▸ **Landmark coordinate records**

....

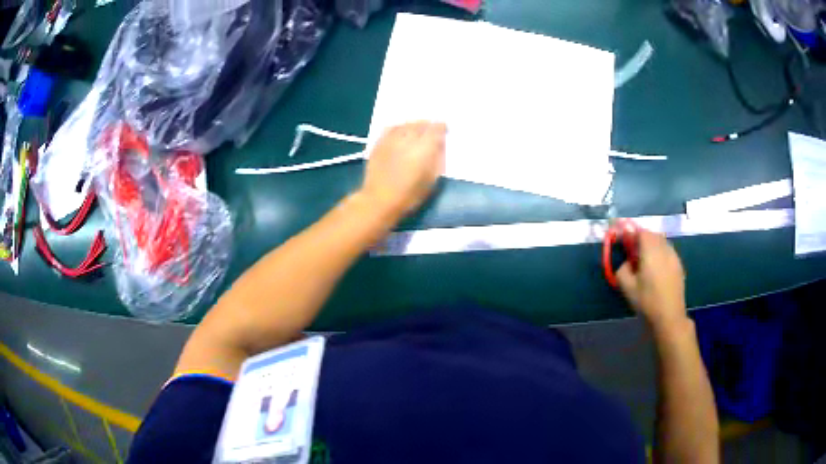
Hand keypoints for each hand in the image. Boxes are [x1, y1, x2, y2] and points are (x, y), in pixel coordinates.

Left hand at [359, 121, 446, 218]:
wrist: (380, 200)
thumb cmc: (410, 194)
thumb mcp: (432, 179)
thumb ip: (438, 159)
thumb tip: (440, 145)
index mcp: (424, 147)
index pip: (436, 129)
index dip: (441, 127)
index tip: (444, 129)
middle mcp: (408, 138)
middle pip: (421, 124)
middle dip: (428, 125)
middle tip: (431, 130)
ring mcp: (392, 139)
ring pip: (406, 124)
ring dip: (414, 125)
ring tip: (417, 129)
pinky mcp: (379, 142)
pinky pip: (391, 128)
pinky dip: (399, 127)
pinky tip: (400, 131)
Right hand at [616, 230, 686, 331]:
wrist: (669, 316)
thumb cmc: (647, 301)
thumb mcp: (627, 287)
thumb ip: (622, 269)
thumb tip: (627, 263)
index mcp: (650, 250)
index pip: (641, 232)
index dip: (631, 235)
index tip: (625, 244)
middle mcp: (664, 248)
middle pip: (652, 235)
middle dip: (642, 239)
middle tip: (634, 254)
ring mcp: (674, 256)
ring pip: (662, 242)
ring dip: (652, 246)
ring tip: (646, 261)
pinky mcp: (679, 265)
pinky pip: (668, 252)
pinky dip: (661, 254)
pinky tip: (657, 270)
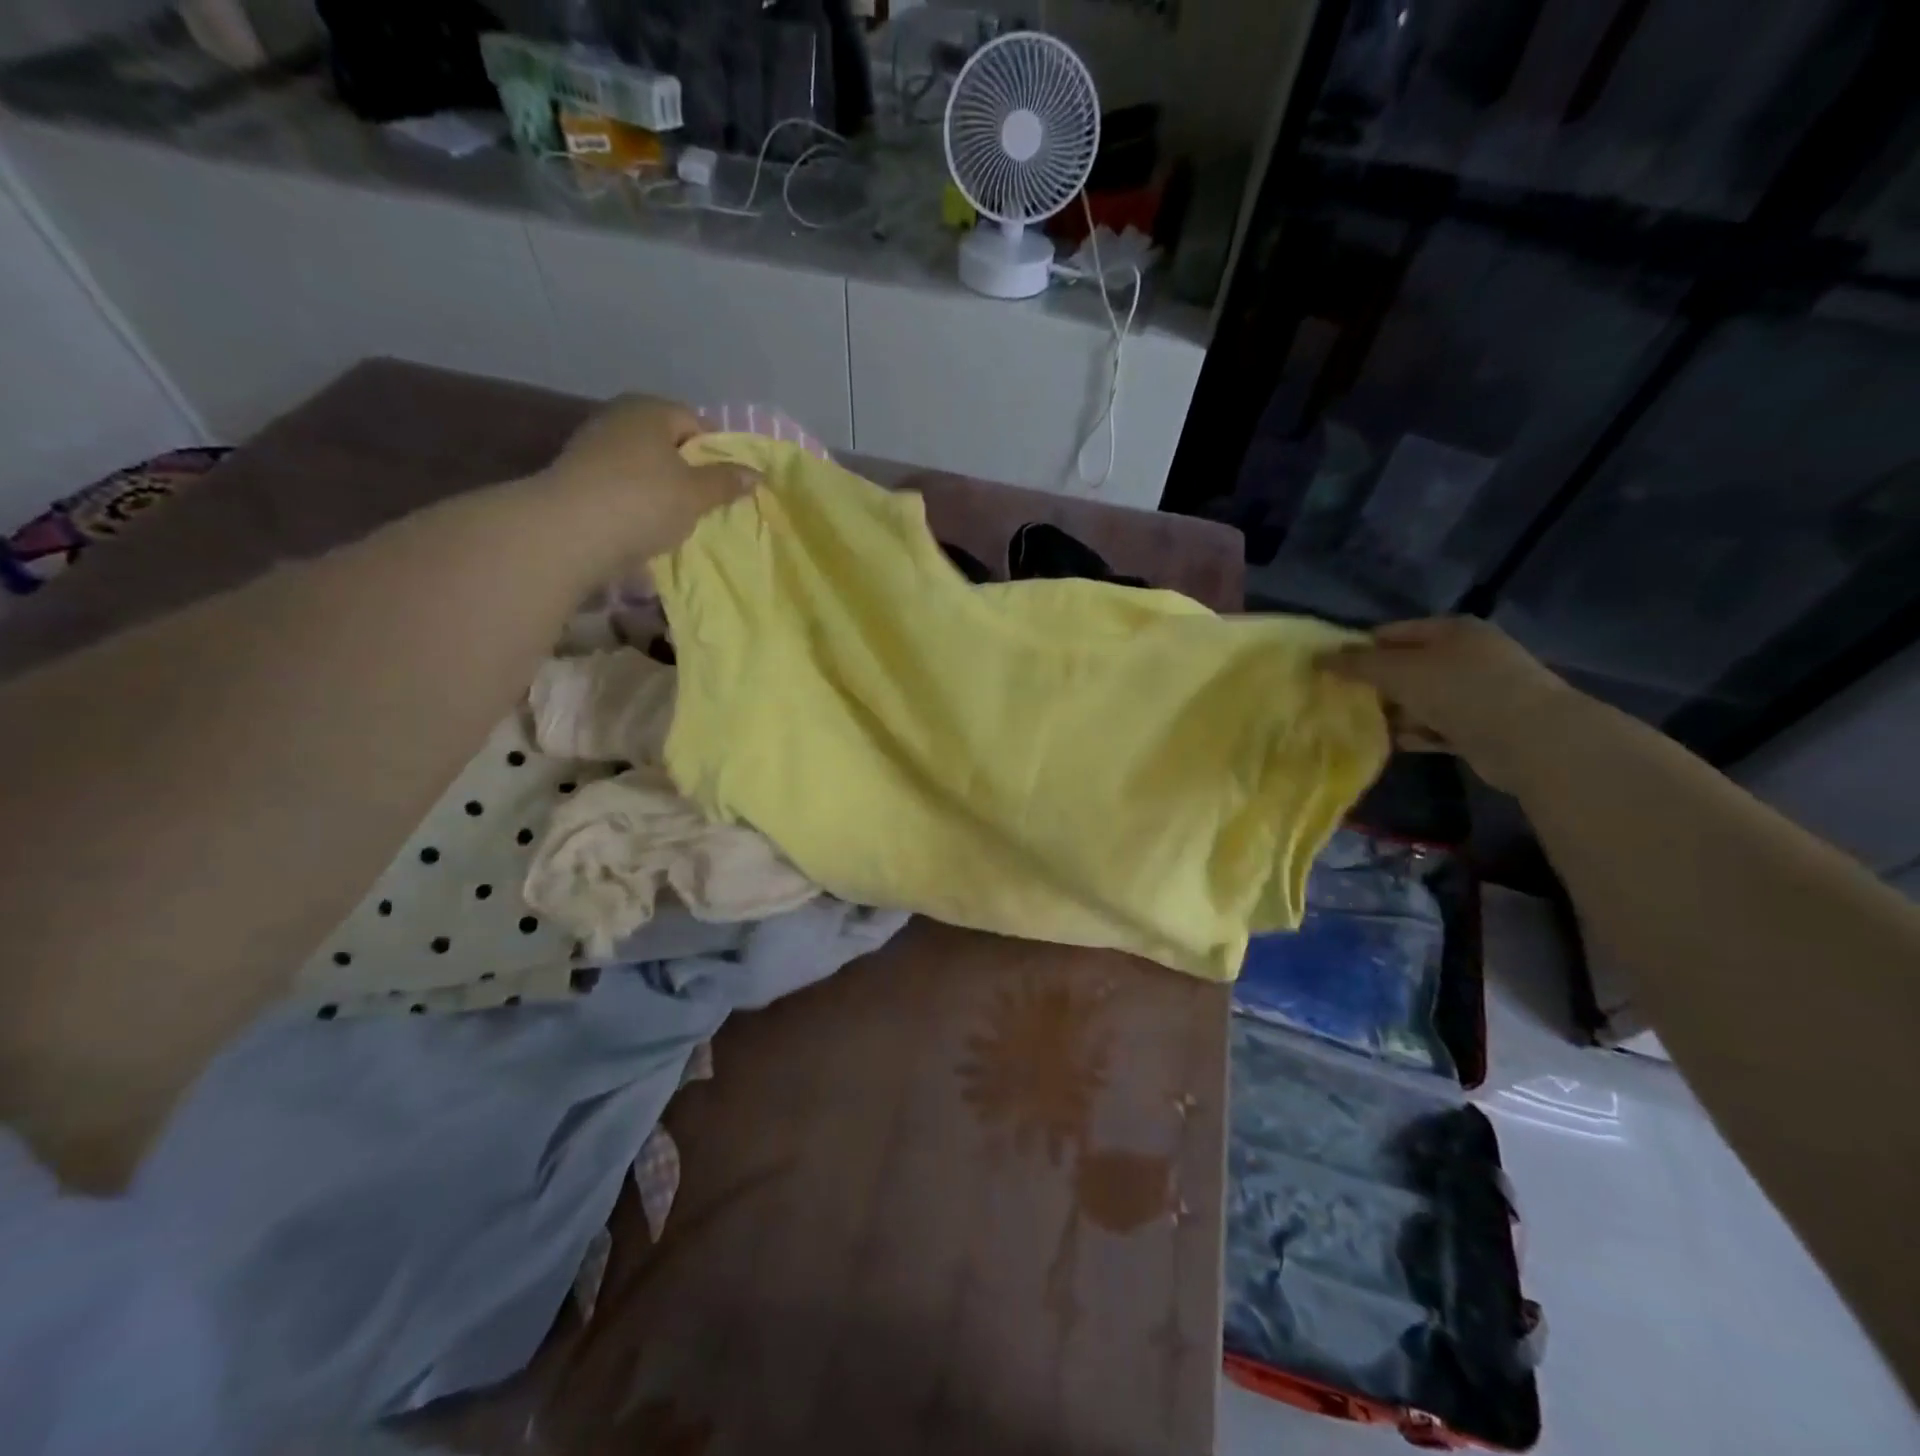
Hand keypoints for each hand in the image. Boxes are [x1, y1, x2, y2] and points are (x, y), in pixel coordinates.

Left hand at [543, 395, 755, 560]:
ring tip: (675, 521)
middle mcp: (619, 418)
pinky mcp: (576, 478)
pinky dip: (635, 503)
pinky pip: (620, 486)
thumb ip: (726, 482)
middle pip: (667, 443)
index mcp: (651, 409)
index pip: (695, 422)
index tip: (727, 485)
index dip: (716, 452)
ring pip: (642, 466)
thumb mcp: (696, 494)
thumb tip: (754, 473)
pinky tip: (643, 528)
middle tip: (705, 504)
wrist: (569, 532)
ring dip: (661, 490)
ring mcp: (592, 446)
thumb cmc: (644, 502)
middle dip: (688, 471)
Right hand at [1325, 618, 1576, 790]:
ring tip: (1360, 722)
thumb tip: (1318, 657)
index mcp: (1451, 630)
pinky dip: (1416, 732)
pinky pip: (1437, 726)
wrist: (1530, 738)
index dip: (1360, 648)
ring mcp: (1479, 691)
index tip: (1329, 669)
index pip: (1393, 632)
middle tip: (1341, 698)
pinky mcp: (1483, 726)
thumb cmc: (1460, 690)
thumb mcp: (1399, 671)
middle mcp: (1467, 655)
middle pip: (1408, 665)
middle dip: (1376, 682)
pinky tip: (1392, 741)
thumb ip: (1357, 664)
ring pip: (1422, 697)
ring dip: (1395, 710)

....

▸ **EXERCISE GOAL**
The answer must be the lines above, word for word, from the first one through the line with "thumb ip: (622, 269)", pictures excluded.

▸ **EXPECTED OUTPUT**
Hand keypoints for each hand in the image. Boxes are [x1, y1, x2, y2] and points are (x, y), in pixel coordinates.

Left hand at [359, 121, 446, 218]:
wrist: (380, 200)
thumb cmc: (410, 194)
thumb mcp: (432, 179)
thumb ip: (438, 159)
thumb tip: (440, 145)
index mcp: (424, 147)
index pip: (436, 129)
index dip: (441, 127)
index tip: (444, 129)
middle mcp: (408, 138)
middle pip: (421, 124)
middle dip: (428, 125)
middle tip: (431, 130)
ring mcp: (392, 139)
ring pip: (406, 124)
ring dip: (414, 125)
ring tip: (417, 129)
pinky mcp: (379, 142)
pinky pip: (391, 128)
pinky dip: (399, 127)
pinky tip: (400, 131)
Right hand at [616, 230, 686, 331]:
wrist: (669, 316)
thumb cmc: (647, 301)
thumb mcp: (627, 287)
thumb ip: (622, 269)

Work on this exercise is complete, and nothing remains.